Joacine Katar Moreira: É da Guiné e finca o pé

Foto: Orlando Almeida/Global Imagens

Texto de Alexandra Tavares-Teles

Concorreu pela primeira vez nas legislativas de 2015. Em apenas quatro anos, Joacine Katar Moreira saltou do 22.º lugar da lista do Livre por Lisboa para o primeiro. E fez história: foi a primeira mulher negra a liderar uma lista às eleições para o Parlamento português – o povo escolheu-a.

Joacine Katar Moreira chegou ao Livre pela mão de Rui Tavares. O fundador do partido, a conselho de uma amiga comum, desafiou a académica a candidatar-se às primárias do recém-formado movimento político. Joacine aceitou de imediato, era então uma desconhecida do grande público.

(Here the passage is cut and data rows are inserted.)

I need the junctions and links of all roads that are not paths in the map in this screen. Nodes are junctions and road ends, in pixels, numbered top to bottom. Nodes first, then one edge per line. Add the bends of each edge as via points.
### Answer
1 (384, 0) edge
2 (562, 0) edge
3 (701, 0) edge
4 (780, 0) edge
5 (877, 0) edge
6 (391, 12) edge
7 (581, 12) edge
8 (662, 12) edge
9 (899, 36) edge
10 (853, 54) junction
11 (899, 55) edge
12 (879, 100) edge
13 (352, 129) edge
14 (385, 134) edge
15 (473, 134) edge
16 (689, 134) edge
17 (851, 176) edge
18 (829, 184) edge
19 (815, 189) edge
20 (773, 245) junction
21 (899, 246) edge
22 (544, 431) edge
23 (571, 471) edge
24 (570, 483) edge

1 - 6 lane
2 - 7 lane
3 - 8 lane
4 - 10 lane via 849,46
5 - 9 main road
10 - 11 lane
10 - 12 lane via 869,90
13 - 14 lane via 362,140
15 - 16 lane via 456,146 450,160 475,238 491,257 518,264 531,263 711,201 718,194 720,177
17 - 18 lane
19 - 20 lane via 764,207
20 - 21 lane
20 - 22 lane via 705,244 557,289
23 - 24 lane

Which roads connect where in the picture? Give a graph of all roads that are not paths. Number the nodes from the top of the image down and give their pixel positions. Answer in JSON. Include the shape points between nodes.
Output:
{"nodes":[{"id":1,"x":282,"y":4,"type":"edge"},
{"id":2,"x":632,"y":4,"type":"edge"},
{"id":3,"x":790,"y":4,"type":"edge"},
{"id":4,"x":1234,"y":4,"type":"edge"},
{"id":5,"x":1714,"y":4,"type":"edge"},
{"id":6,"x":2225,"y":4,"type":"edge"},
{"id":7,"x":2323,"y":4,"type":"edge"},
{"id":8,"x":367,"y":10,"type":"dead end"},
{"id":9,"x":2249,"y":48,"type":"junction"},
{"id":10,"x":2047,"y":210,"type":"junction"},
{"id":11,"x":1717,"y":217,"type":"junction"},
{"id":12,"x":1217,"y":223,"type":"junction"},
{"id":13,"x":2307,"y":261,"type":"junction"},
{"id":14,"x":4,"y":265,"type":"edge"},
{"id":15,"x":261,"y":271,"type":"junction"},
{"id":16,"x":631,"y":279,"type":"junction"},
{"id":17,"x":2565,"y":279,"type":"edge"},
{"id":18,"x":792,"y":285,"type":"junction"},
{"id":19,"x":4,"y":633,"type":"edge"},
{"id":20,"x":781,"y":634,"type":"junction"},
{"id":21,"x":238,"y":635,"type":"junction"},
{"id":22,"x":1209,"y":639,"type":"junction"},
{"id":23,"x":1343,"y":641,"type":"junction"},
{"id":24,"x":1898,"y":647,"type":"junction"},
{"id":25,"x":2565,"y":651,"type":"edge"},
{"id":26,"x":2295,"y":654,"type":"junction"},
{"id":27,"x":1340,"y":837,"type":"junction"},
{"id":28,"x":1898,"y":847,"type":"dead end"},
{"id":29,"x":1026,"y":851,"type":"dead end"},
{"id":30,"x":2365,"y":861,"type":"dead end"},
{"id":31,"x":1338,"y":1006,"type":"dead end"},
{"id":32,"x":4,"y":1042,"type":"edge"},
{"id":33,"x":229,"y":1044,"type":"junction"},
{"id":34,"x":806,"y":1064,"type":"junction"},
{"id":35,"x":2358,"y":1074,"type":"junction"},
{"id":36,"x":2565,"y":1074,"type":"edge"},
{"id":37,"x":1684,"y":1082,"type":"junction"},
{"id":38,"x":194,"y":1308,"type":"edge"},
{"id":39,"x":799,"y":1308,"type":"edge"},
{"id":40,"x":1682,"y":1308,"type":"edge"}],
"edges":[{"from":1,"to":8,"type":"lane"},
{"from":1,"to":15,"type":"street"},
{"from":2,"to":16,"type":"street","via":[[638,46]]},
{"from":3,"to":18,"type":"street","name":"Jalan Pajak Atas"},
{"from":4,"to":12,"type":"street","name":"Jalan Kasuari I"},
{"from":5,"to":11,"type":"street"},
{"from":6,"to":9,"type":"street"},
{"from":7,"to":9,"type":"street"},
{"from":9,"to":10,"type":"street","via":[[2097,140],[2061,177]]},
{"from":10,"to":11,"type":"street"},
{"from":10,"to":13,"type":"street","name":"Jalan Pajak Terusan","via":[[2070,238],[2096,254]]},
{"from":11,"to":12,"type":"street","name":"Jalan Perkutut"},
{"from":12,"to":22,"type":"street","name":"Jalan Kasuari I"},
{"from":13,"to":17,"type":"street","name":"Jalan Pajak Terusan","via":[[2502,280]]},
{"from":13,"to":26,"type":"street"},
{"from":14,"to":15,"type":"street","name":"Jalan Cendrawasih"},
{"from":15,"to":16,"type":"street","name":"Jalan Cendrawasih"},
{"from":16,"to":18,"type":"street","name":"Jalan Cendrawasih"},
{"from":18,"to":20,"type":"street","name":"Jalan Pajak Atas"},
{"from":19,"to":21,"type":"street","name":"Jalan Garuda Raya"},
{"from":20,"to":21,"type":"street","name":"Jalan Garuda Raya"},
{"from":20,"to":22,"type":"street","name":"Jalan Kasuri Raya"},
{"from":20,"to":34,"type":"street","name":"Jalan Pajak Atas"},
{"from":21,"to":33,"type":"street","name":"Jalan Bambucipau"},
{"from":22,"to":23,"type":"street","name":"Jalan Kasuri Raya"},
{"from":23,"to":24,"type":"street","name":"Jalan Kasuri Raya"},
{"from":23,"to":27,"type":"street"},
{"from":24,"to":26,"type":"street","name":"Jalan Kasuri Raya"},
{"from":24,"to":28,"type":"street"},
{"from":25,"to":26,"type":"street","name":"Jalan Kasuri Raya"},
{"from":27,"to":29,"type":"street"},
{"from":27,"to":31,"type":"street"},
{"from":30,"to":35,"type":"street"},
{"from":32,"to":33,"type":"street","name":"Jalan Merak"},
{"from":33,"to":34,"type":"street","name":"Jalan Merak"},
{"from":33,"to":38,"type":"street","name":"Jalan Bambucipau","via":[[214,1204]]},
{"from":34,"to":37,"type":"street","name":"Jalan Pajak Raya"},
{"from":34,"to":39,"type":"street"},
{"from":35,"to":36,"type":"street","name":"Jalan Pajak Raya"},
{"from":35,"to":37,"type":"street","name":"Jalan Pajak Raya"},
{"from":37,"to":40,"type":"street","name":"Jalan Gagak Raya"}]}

Porém, o ativismo antirracista sabia o seu nome. Mamadou Ba, que a conhece desses anos de invisibilidade, recorda a “generosidade militante” de uma mulher “determinada”. E uma relação longe de ser pacífica. “Tivemos muitas zangas e muitas discordâncias, desde logo em relação à Europa.” Nesses momentos de debate aceso, Joacine “é furiosa”. O dirigente do SOS Racismo avisa os incautos: “Estamos perante uma oponente de peso, que muito dificilmente se deixa amouxar, alguém capaz de fazer frente a tudo e a todos”.

Rui Tavares destaca na ativista a “enorme capacidade de trabalho”. E a interpelação que representa. “Irá seguramente obrigar as pessoas a questionarem as suas certezas.” O historiador regressa ao telefonema desafiador e à resposta pronta, com um único mas.

“Falou-me da gaguez, claro. Tinha dúvidas se deveria ou não ter mais presença pública.” A gaguez que a acompanha desde pequena. Nunca foi problema de monta, mas só assumida a partir do nascimento da filha. “O fair-play com que responde aos ataques à gaguez mostra uma pessoa consciente de si, segura, muito confiante e com grande autoestima”, diz Mamadou Ba.

Ao longo da campanha eleitoral, Joacine foi estrela nas ações de rua. De tal maneira que há quem fale em ego inflamado e vedetismo. “Ela é sobretudo uma pessoa muito inteligente. Percebeu que era a oportunidade da vida dela e do movimento do feminismo negro. Mas essa evolução do vazio para o protagonismo pode criar uma certa euforia, o que é natural”, atira Mamadou Ba. Rui Tavares acrescenta: “Joacine reconhece que há áreas onde tem algumas lacunas, nomeadamente na área do ativismo ambiental e ecológico, mas terá seguramente a ajuda do Carlos Teixeira e do Jorge Pinto”.

A cronista Maria João Marques questiona: “Bom, qual é o político que não tem um ego grande e uma vaidade brutal? Se ela está orgulhosa e vaidosa e o exibe, ainda bem”. Apesar de ser de direita, a comentadora assume-se representada. “A Joacine pode vir a falar por mim.” Encontra na deputada do Livre um só senão: “Talvez uma sensibilidade excessiva e uma certa aspereza racial”, que, espera, desapareçam.

Nascida na Guiné-Bissau há 37 anos, Joacine chegou a Portugal aos oito. Por decisão da avó, que a criou até essa idade, ficou interna num colégio das Irmãs Dominicanas da Anunciata, em Mafra. Tempos difíceis para a menina que, ao contrário das restantes crianças, não trazia historial de violência doméstica nem passara por dificuldades económicas.

Habituada a questionar tudo e todos, era, então, na sua própria definição, “impertinente, insolente, inconsequente”. Para pagar a licenciatura (História Moderna e Contemporânea) trabalhou em supermercados e em hotéis. Com as primeiras poupanças visitou a avó, em Bissau. Investigadora do Centro de Estudos Internacionais, fundou (2018) e preside ao INMUNE – Instituto da Mulher Negra em Portugal. “Uma entidade antirracista e feminista interseccional.” Causas de vida.